* _PROBLEM DETAILS_
Would you output the listing exactly, with every image omitted?

* _SUPPLIED INFORMATION_

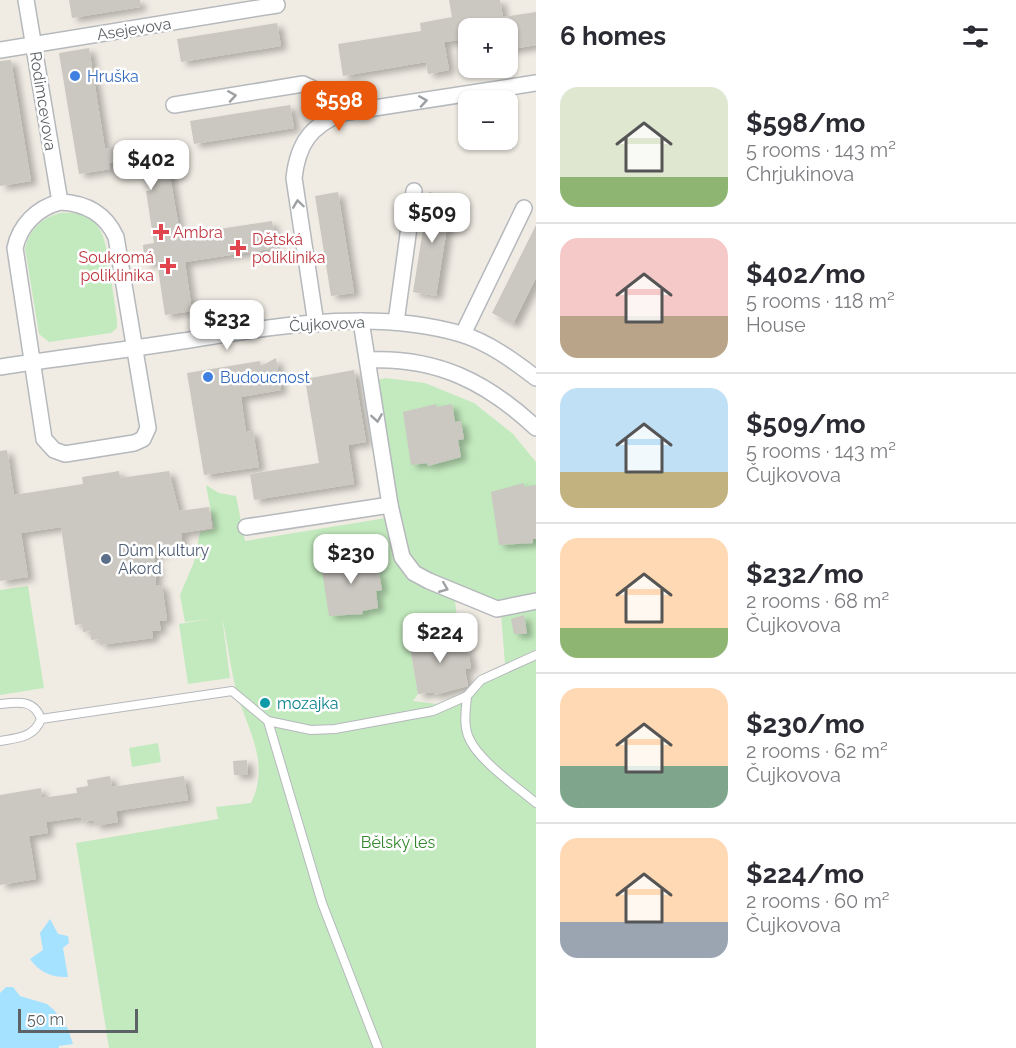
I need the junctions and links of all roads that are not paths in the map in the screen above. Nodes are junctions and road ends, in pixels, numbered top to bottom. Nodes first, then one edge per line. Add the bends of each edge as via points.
1 (26, 0) edge
2 (277, 5) dead end
3 (232, 6) edge
4 (34, 45) junction
5 (0, 50) edge
6 (536, 83) edge
7 (174, 105) dead end
8 (333, 117) junction
9 (414, 191) dead end
10 (60, 202) junction
11 (524, 208) dead end
12 (361, 321) junction
13 (396, 322) junction
14 (316, 324) junction
15 (463, 334) junction
16 (136, 348) junction
17 (536, 358) edge
18 (368, 360) junction
19 (32, 363) junction
20 (0, 367) edge
21 (530, 374) edge
22 (536, 428) edge
23 (390, 505) junction
24 (246, 527) dead end
25 (536, 602) edge
26 (536, 655) edge
27 (467, 696) junction
28 (0, 704) edge
29 (41, 720) junction
30 (268, 721) junction
31 (0, 741) edge
32 (536, 803) edge
33 (378, 1048) edge

1 - 4 street, Rodimcevova
2 - 3 street, Asejevova
3 - 4 street, Asejevova
4 - 5 street, Asejevova
4 - 10 street, Rodimcevova
8 -> 6 street
7 -> 8 street via 303,84 316,90
14 -> 8 street via 294,178 305,140 321,122
9 - 13 street
10 - 16 street via 92,210 112,228
10 - 19 street via 44,208 24,225 15,248
11 - 15 street
12 - 13 street, Čujkovova
12 - 14 street, Čujkovova
12 - 18 street
13 - 15 street, Čujkovova
14 - 16 street, Čujkovova
15 - 21 street, Čujkovova via 507,356
16 - 19 street, Čujkovova
16 - 19 street via 146,435 134,443 70,453 54,450 44,439
17 - 21 street
18 - 22 street via 423,363 467,377 509,402
18 -> 23 street
19 - 20 street, Čujkovova
23 - 24 street
23 -> 25 street via 402,557 414,573 497,609
26 - 27 lane via 481,680
27 - 30 lane via 434,711 335,729 311,730
27 - 32 lane via 469,738 481,755
28 - 29 lane via 26,702
29 - 30 lane via 232,691
29 - 31 lane via 28,735
30 - 33 lane via 322,903

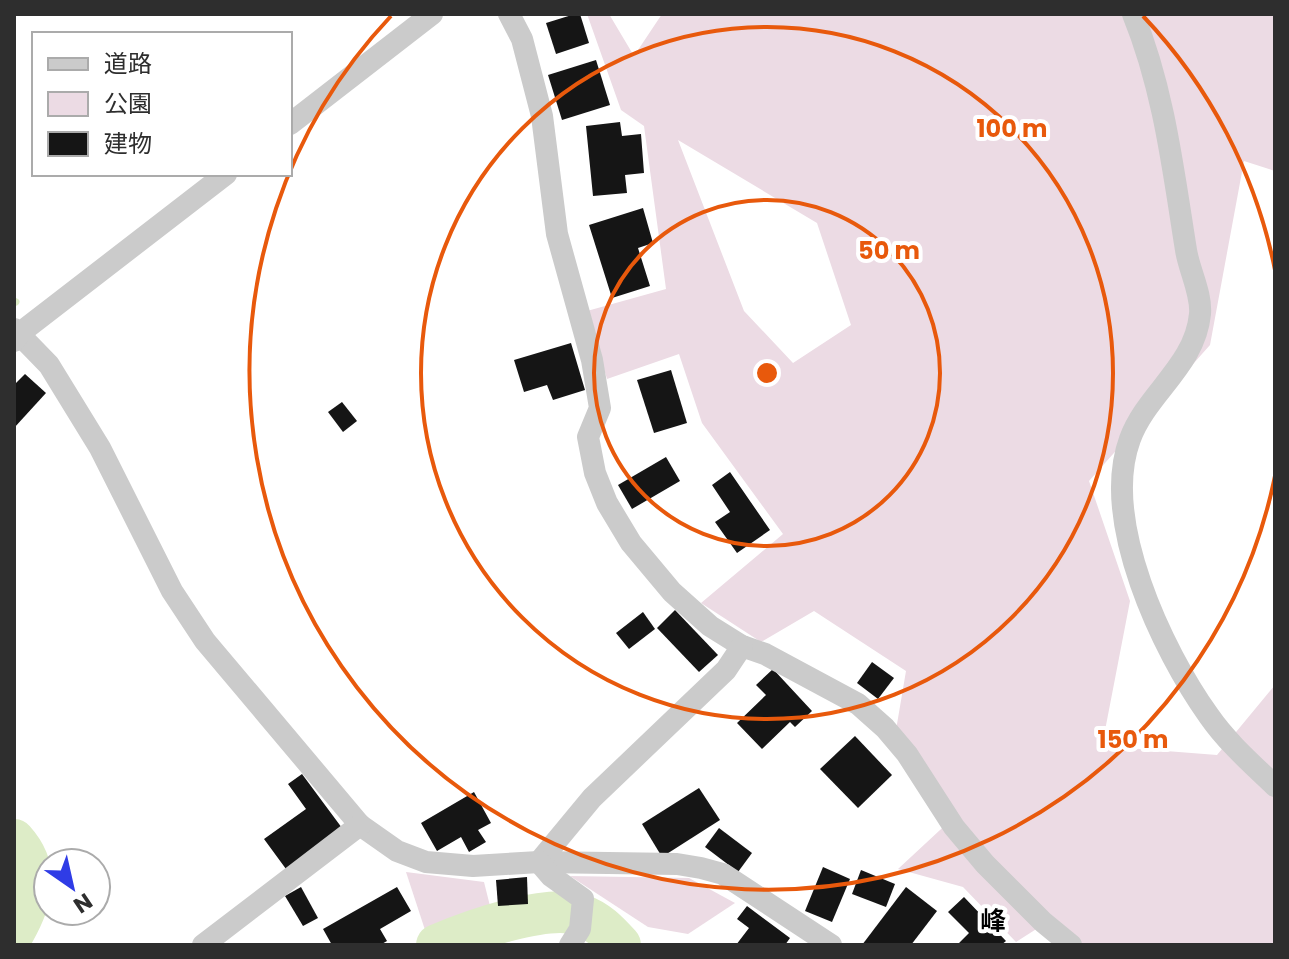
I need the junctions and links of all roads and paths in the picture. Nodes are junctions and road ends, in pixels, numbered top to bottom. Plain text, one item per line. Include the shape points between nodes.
1 (432, 14) edge
2 (509, 14) edge
3 (1133, 14) edge
4 (292, 122) edge
5 (223, 176) edge
6 (16, 334) edge
7 (742, 646) junction
8 (1275, 786) edge
9 (360, 825) junction
10 (539, 862) junction
11 (575, 937) edge
12 (203, 945) edge
13 (831, 945) edge
14 (1071, 945) edge

1 - 4 street
2 - 7 street via 522,39 542,116 557,234 592,360 600,408 588,437 595,473 607,503 652,569 710,626
3 - 8 street via 1159,87 1200,312 1194,343 1143,412 1123,460 1121,492 1130,549 1172,654 1209,716
5 - 6 street
6 - 9 street via 49,365 93,436 172,591 205,641
7 - 10 street via 726,670 592,798
7 - 14 street via 858,704 885,728 985,864
9 - 10 street via 397,851 426,862
9 - 12 street
10 - 11 street via 583,899
10 - 13 street via 677,864 723,874

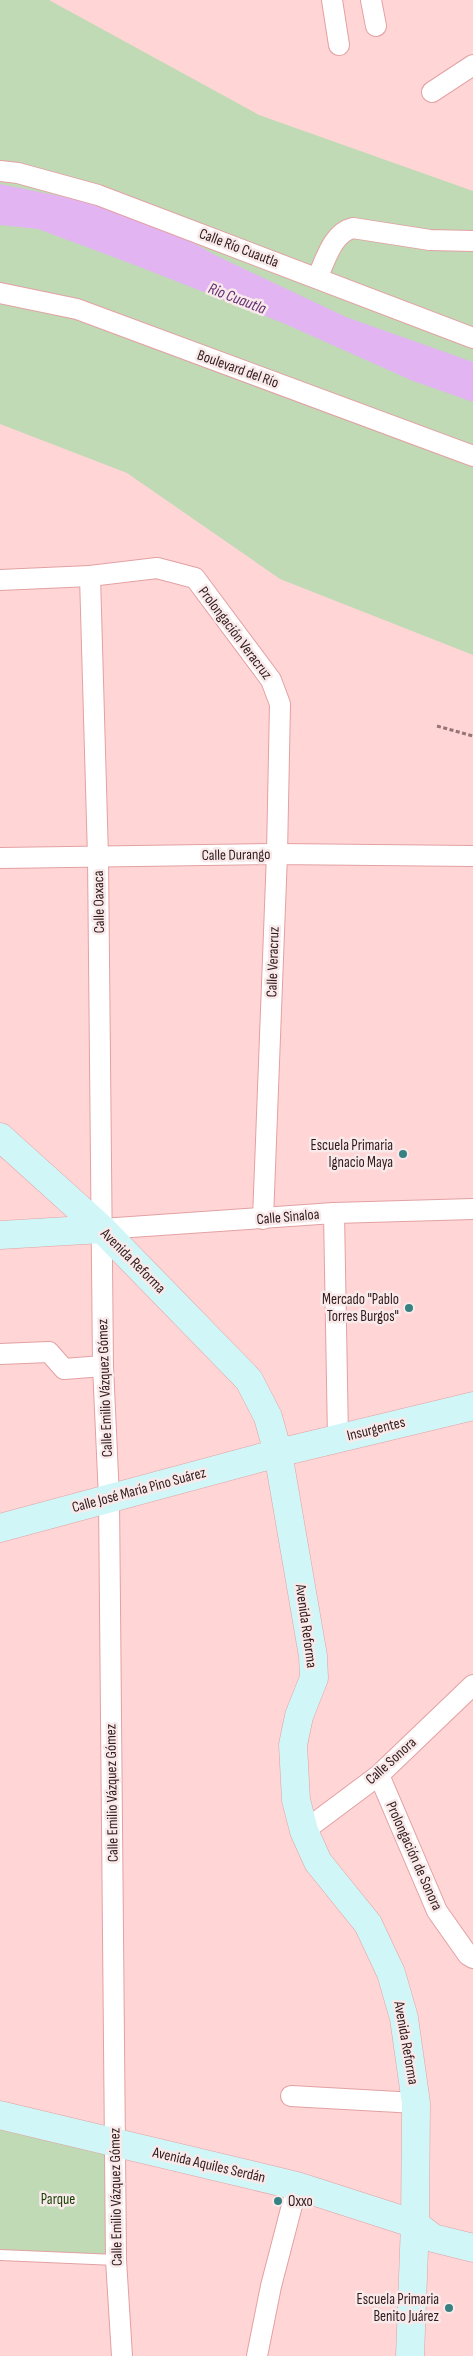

* _ANSWER AREA_
I need the junctions and links of all roads that are not paths in the map in the screen above. Nodes are junctions and road ends, in pixels, numbered top to bottom. Nodes first, then one edge per line. Add the bends of each edge as via points.
1 (26, 0) edge
2 (277, 5) dead end
3 (232, 6) edge
4 (34, 45) junction
5 (0, 50) edge
6 (536, 83) edge
7 (174, 105) dead end
8 (333, 117) junction
9 (414, 191) dead end
10 (60, 202) junction
11 (524, 208) dead end
12 (361, 321) junction
13 (396, 322) junction
14 (316, 324) junction
15 (463, 334) junction
16 (136, 348) junction
17 (536, 358) edge
18 (368, 360) junction
19 (32, 363) junction
20 (0, 367) edge
21 (530, 374) edge
22 (536, 428) edge
23 (390, 505) junction
24 (246, 527) dead end
25 (536, 602) edge
26 (536, 655) edge
27 (467, 696) junction
28 (0, 704) edge
29 (41, 720) junction
30 (268, 721) junction
31 (0, 741) edge
32 (536, 803) edge
33 (378, 1048) edge

1 - 4 street, Rodimcevova
2 - 3 street, Asejevova
3 - 4 street, Asejevova
4 - 5 street, Asejevova
4 - 10 street, Rodimcevova
8 -> 6 street
7 -> 8 street via 303,84 316,90
14 -> 8 street via 294,178 305,140 321,122
9 - 13 street
10 - 16 street via 92,210 112,228
10 - 19 street via 44,208 24,225 15,248
11 - 15 street
12 - 13 street, Čujkovova
12 - 14 street, Čujkovova
12 - 18 street
13 - 15 street, Čujkovova
14 - 16 street, Čujkovova
15 - 21 street, Čujkovova via 507,356
16 - 19 street, Čujkovova
16 - 19 street via 146,435 134,443 70,453 54,450 44,439
17 - 21 street
18 - 22 street via 423,363 467,377 509,402
18 -> 23 street
19 - 20 street, Čujkovova
23 - 24 street
23 -> 25 street via 402,557 414,573 497,609
26 - 27 lane via 481,680
27 - 30 lane via 434,711 335,729 311,730
27 - 32 lane via 469,738 481,755
28 - 29 lane via 26,702
29 - 30 lane via 232,691
29 - 31 lane via 28,735
30 - 33 lane via 322,903

I need the junctions and links of all roads and paths in the picture. Nodes are junctions and road ends, in pixels, numbered top to bottom. Plain text, one item per line. Include the shape points between nodes.
1 (432, 14) edge
2 (509, 14) edge
3 (1133, 14) edge
4 (292, 122) edge
5 (223, 176) edge
6 (16, 334) edge
7 (742, 646) junction
8 (1275, 786) edge
9 (360, 825) junction
10 (539, 862) junction
11 (575, 937) edge
12 (203, 945) edge
13 (831, 945) edge
14 (1071, 945) edge

1 - 4 street
2 - 7 street via 522,39 542,116 557,234 592,360 600,408 588,437 595,473 607,503 652,569 710,626
3 - 8 street via 1159,87 1200,312 1194,343 1143,412 1123,460 1121,492 1130,549 1172,654 1209,716
5 - 6 street
6 - 9 street via 49,365 93,436 172,591 205,641
7 - 10 street via 726,670 592,798
7 - 14 street via 858,704 885,728 985,864
9 - 10 street via 397,851 426,862
9 - 12 street
10 - 11 street via 583,899
10 - 13 street via 677,864 723,874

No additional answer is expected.